AI-Generated Code Poses Major Security Risks in Nearly Half of All Development Tasks
Veracode, a provider of application risk management, recently unveiled its 2025 GenAI Code Security Report, revealing critical security flaws in AI-generated code. The study analyzed 80 curated coding tasks across more than 100 large language models (LLMs), revealing that while AI produces functional code, it introduces security vulnerabilities in 45 percent of cases.

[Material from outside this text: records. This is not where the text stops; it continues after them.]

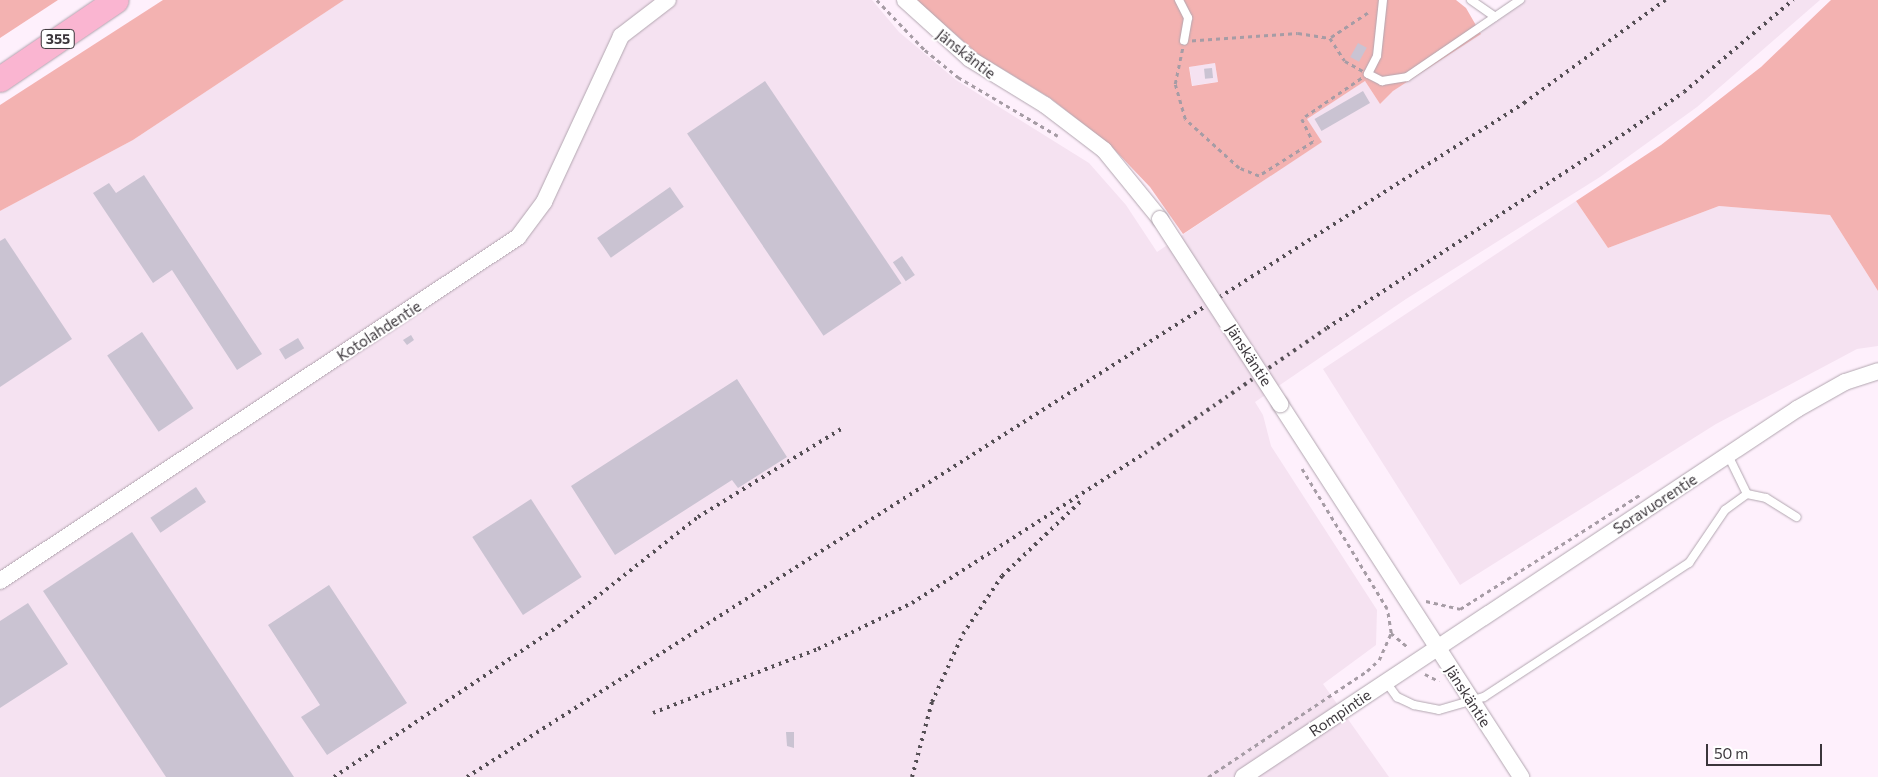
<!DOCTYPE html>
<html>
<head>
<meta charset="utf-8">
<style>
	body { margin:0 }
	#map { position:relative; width:1878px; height:777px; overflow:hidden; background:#fef0fc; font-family:Commissioner,sans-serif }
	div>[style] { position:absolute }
	.built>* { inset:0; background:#f5e2f1; transform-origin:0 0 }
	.green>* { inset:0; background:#f3b2b1 }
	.building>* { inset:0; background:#cac3d2; transform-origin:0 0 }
	.path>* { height:2.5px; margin-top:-1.25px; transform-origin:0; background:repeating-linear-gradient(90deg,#a69ca5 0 4px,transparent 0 8px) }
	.roads { filter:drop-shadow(0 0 1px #b2a6b0) drop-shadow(0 0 1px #b2a6b0) }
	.service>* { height:8px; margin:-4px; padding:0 4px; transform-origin:4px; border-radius:4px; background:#fff }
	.minor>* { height:16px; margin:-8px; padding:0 8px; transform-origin:8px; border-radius:8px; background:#fff }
	.primary>* { height:25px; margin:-12.5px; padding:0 12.5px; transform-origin:12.5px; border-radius:12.5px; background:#fab5d1 }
	.rail>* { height:4px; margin-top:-2px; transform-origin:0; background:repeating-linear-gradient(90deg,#544e54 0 2.5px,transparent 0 7.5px) }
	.bridges { filter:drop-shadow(0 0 1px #b2a6b0) drop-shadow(0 0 1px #b2a6b0) }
	.minor-bridge>* { height:16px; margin:-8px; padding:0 8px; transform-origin:8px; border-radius:8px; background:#fff }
	span { translate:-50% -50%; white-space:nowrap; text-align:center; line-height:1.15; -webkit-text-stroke:4px #fff; paint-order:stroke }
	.shield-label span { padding:1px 4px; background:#fff; border:1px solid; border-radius:4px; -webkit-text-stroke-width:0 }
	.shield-label { font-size:14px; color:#3b363b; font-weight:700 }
	.street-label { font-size:15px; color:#3b363b }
	.scale { position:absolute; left:1706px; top:744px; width:116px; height:22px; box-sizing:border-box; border:2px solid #3b363b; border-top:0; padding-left:6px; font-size:15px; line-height:18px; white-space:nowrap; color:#3b363b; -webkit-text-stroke:4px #fff; paint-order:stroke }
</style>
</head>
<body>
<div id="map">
	<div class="built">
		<i style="clip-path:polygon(344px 0,872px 0,899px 32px,956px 80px,1089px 163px,1126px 205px,1157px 252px,1321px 142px,1306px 119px,1365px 81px,1380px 104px,1393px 91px,1526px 0,1820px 0,1697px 107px,1600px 177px,1406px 299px,1255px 402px,1263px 415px,1271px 446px,1377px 610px,1376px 645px,1323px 684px,1389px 777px,0 777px,0 211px,133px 140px)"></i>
		<i style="left:1215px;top:63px;width:19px;height:26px;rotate:81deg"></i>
		<i style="clip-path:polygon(1576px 201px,1608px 248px,1719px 206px,1830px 215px,1878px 291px,1878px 346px,1857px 349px,1716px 424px,1460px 585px,1323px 369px)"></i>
	</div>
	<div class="green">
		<i style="clip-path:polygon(0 0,58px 0,0 38px)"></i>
		<i style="clip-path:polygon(163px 0,344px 0,133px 140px,0 211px,0 105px)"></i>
		<i style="clip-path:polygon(evenodd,916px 0,1456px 0,1466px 8px,1481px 34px,1393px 91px,1380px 104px,1365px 81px,1307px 119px,1322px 142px,1183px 234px,1150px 187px,1109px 144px,1050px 98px,979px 55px,916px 0,1215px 63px,1218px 82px,1192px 86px,1189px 67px,1215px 63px)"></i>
		<i style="clip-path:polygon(1831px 0,1878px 0,1878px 291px,1830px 215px,1719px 206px,1608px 248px,1576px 201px,1661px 145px,1761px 67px)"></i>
	</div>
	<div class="building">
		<i style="left:1358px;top:43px;width:10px;height:16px;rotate:29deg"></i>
		<i style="left:1212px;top:68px;width:10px;height:8px;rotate:84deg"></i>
		<i style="left:765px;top:81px;width:244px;height:94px;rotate:56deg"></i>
		<i style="left:1363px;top:91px;width:14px;height:56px;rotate:60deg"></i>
		<i style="clip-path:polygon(144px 175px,262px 354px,237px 370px,172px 270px,153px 283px,93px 193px,109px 183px,116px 193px)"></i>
		<i style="left:670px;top:187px;width:24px;height:89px;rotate:55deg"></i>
		<i style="clip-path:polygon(5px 238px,72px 339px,0 387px,0 241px)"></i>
		<i style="left:902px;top:256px;width:23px;height:11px;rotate:56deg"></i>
		<i style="left:142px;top:332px;width:92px;height:42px;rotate:56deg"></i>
		<i style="clip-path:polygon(411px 335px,414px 340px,407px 345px,403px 340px)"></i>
		<i style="left:298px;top:338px;width:12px;height:22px;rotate:59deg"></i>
		<i style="clip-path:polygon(737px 379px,787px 457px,738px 488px,732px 480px,615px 555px,571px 486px)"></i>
		<i style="left:196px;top:487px;width:18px;height:55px;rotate:56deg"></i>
		<i style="left:531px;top:499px;width:93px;height:70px;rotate:57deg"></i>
		<i style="clip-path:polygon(132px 532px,294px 777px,166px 777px,43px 591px)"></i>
		<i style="clip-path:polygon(329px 585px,407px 703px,327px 755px,301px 717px,320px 705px,268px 625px)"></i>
		<i style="clip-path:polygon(28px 603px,68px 664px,0 708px,0 621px)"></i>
		<i style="clip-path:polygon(786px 732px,794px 732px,794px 748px,787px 746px)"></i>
	</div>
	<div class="path">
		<i style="left:877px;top:0;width:69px;rotate:46.2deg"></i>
		<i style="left:925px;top:50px;width:43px;rotate:39.3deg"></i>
		<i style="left:958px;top:77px;width:116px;rotate:30.5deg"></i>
		<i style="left:1298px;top:33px;width:32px;rotate:9deg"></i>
		<i style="left:1330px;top:38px;width:27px;rotate:57deg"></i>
		<i style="left:1345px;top:61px;width:26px;rotate:29deg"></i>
		<i style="left:1368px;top:74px;width:80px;rotate:145.7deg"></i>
		<i style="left:1302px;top:119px;width:25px;rotate:64deg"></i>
		<i style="left:1313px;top:142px;width:64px;rotate:147.8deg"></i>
		<i style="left:1259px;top:176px;width:22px;rotate:-158deg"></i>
		<i style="left:1239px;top:168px;width:73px;rotate:-137.8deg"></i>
		<i style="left:1185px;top:119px;width:36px;rotate:-106deg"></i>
		<i style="left:1175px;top:84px;width:44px;rotate:-78.2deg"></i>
		<i style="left:1184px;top:41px;width:114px;rotate:-4deg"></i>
		<i style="left:1331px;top:37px;width:47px;rotate:-33.7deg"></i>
		<i style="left:1426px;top:601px;width:35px;rotate:13deg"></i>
		<i style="left:1460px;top:609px;width:214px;rotate:-32.4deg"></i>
		<i style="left:1391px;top:633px;width:23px;rotate:40deg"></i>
		<i style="left:1425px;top:674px;width:16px;rotate:27deg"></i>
		<i style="left:1208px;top:777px;width:191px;rotate:-33.7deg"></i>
		<i style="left:1367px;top:671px;width:16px;rotate:-43deg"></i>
		<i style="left:1379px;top:660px;width:30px;rotate:-66deg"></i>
		<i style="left:1391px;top:633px;width:24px;rotate:-99deg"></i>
		<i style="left:1387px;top:609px;width:164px;rotate:-121.3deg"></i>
	</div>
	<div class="roads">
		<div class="service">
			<i style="left:1179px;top:0;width:20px;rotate:63deg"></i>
			<i style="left:1188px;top:18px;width:23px;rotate:100deg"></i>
			<i style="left:1383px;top:0;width:56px;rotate:96.1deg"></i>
			<i style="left:1377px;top:56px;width:20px;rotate:117deg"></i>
			<i style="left:1368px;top:74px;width:16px;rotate:27deg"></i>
			<i style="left:1382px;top:81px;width:25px;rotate:-9deg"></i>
			<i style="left:1407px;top:77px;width:137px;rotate:-34.3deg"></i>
			<i style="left:1471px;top:0;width:29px;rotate:35deg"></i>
			<i style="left:1728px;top:455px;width:43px;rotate:64deg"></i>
			<i style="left:1386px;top:682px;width:19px;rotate:54deg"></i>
			<i style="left:1397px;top:697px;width:19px;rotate:25deg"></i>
			<i style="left:1414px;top:705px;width:25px;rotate:11deg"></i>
			<i style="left:1439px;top:710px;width:47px;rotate:-16.1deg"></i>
			<i style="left:1484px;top:697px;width:245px;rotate:-33.2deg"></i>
			<i style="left:1689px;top:563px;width:64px;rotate:-55.8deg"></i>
			<i style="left:1725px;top:510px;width:27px;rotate:-36deg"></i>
			<i style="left:1747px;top:494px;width:19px;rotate:12deg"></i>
			<i style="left:1766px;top:498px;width:36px;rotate:32deg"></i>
		</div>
		<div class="minor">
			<i style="left:905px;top:0;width:88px;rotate:42.2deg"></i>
			<i style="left:970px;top:59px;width:88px;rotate:31.5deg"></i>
			<i style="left:1045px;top:105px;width:74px;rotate:37.3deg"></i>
			<i style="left:1104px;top:150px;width:89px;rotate:50.9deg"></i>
			<i style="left:1280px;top:404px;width:444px;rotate:57.1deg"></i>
			<i style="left:0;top:581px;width:622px;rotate:-33.59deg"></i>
			<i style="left:518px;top:237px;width:44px;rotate:-53.4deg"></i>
			<i style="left:544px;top:202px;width:183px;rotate:-65.1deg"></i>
			<i style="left:621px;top:36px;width:59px;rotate:-37.5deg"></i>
			<i style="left:1243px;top:777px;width:665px;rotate:-33.59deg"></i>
			<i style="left:1797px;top:409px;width:55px;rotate:-29.4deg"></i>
			<i style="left:1845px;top:382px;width:35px;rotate:-18deg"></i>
		</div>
		<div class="primary">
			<i style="left:0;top:79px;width:140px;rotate:-34.3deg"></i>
		</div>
	</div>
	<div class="rail">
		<i style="left:653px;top:713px;width:177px;rotate:-21.2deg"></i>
		<i style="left:818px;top:649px;width:105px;rotate:-26.1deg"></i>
		<i style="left:912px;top:603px;width:277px;rotate:-32.8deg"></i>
		<i style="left:1145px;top:453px;width:221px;rotate:-34.5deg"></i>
		<i style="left:1327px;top:328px;width:360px;rotate:-33.2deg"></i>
		<i style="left:1628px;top:131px;width:68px;rotate:-34.9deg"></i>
		<i style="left:1684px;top:92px;width:143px;rotate:-40.2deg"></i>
		<i style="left:334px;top:777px;width:278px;rotate:-33.9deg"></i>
		<i style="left:565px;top:622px;width:169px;rotate:-38.3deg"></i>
		<i style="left:698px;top:517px;width:168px;rotate:-31.6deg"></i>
		<i style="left:467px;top:777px;width:1254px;rotate:-32.52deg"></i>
		<i style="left:1524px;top:103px;width:175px;rotate:-36.1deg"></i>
		<i style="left:912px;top:777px;width:78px;rotate:-75.1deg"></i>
		<i style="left:932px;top:702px;width:75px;rotate:-65.5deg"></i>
		<i style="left:963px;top:634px;width:70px;rotate:-56.1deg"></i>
		<i style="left:1002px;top:576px;width:109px;rotate:-43.5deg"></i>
	</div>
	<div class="bridges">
		<div class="minor-bridge">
			<i style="left:1160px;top:219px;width:221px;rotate:57deg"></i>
		</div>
	</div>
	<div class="shield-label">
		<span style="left:58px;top:39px">355</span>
	</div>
	<div class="street-label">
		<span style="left:966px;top:54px;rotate:38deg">Jänskäntie</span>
		<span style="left:379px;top:331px;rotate:-33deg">Kotolahdentie</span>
		<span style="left:1249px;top:355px;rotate:57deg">Jänskäntie</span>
		<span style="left:1655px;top:504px;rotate:-33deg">Soravuorentie</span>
		<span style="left:1468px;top:696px;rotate:57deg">Jänskäntie</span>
		<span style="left:1340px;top:713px;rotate:-34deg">Rompintie</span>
	</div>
	<div class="scale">50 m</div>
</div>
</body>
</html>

The research demonstrates a troubling pattern: when given a choice between a secure and insecure method to write code, GenAI models chose the insecure option 45 percent of the time. Perhaps more concerning, Veracode’s research also uncovered a critical trend: despite advances in LLMs’ ability to generate syntactically correct code, security performance has not kept up, remaining unchanged over time.
“The rise of vibe coding, where developers rely on AI to generate code, typically without explicitly defining security requirements, represents a fundamental shift in how software is built,” said Jens Wessling, Chief Technology Officer at Veracode. “The main concern with this trend is that they do not need to specify security constraints to get the code they want, effectively leaving secure coding decisions to LLMs. Our research reveals GenAI models make the wrong choices nearly half the time, and it’s not improving.”
AI is enabling attackers to identify and exploit security vulnerabilities quicker and more effectively. Tools powered by AI can scan systems at scale, identify weaknesses, and even generate exploit code with minimal human input. This lowers the barrier to entry for less-skilled attackers and increases the speed and sophistication of attacks, posing a significant threat to traditional security defenses. Not only are vulnerabilities increasing, but the ability to exploit them is becoming easier.
LLMs Introduce Dangerous Levels of Common Security Vulnerabilities
To evaluate the security properties of LLM-generated code, Veracode designed a set of 80 code completion tasks with known potential for security vulnerabilities according to the MITRE Common Weakness Enumeration (CWE) system, a standard classification of software weaknesses that can turn into vulnerabilities. The tasks prompted more than 100 LLMs to auto-complete a block of code in a secure or insecure manner, which the research team then analyzed using Veracode Static Analysis. In 45 percent of all test cases, LLMs introduced vulnerabilities classified within the OWASP (Open Web Application Security Project) Top 10—the most critical web application security risks.
Veracode found Java to be the riskiest language for AI code generation, with a security failure rate over 70 percent. Other major languages, like Python, C#, and JavaScript, still presented significant risk, with failure rates between 38 percent and 45 percent. The research also revealed LLMs failed to secure code against cross-site scripting (CWE-80) and log injection (CWE-117) in 86 percent and 88 percent of cases, respectively.
“Despite the advances in AI-assisted development, it is clear security hasn’t kept pace,” Wessling said. “Our research shows models are getting better at coding accurately but are not improving at security. We also found larger models do not perform significantly better than smaller models, suggesting this is a systemic issue rather than an LLM scaling problem.”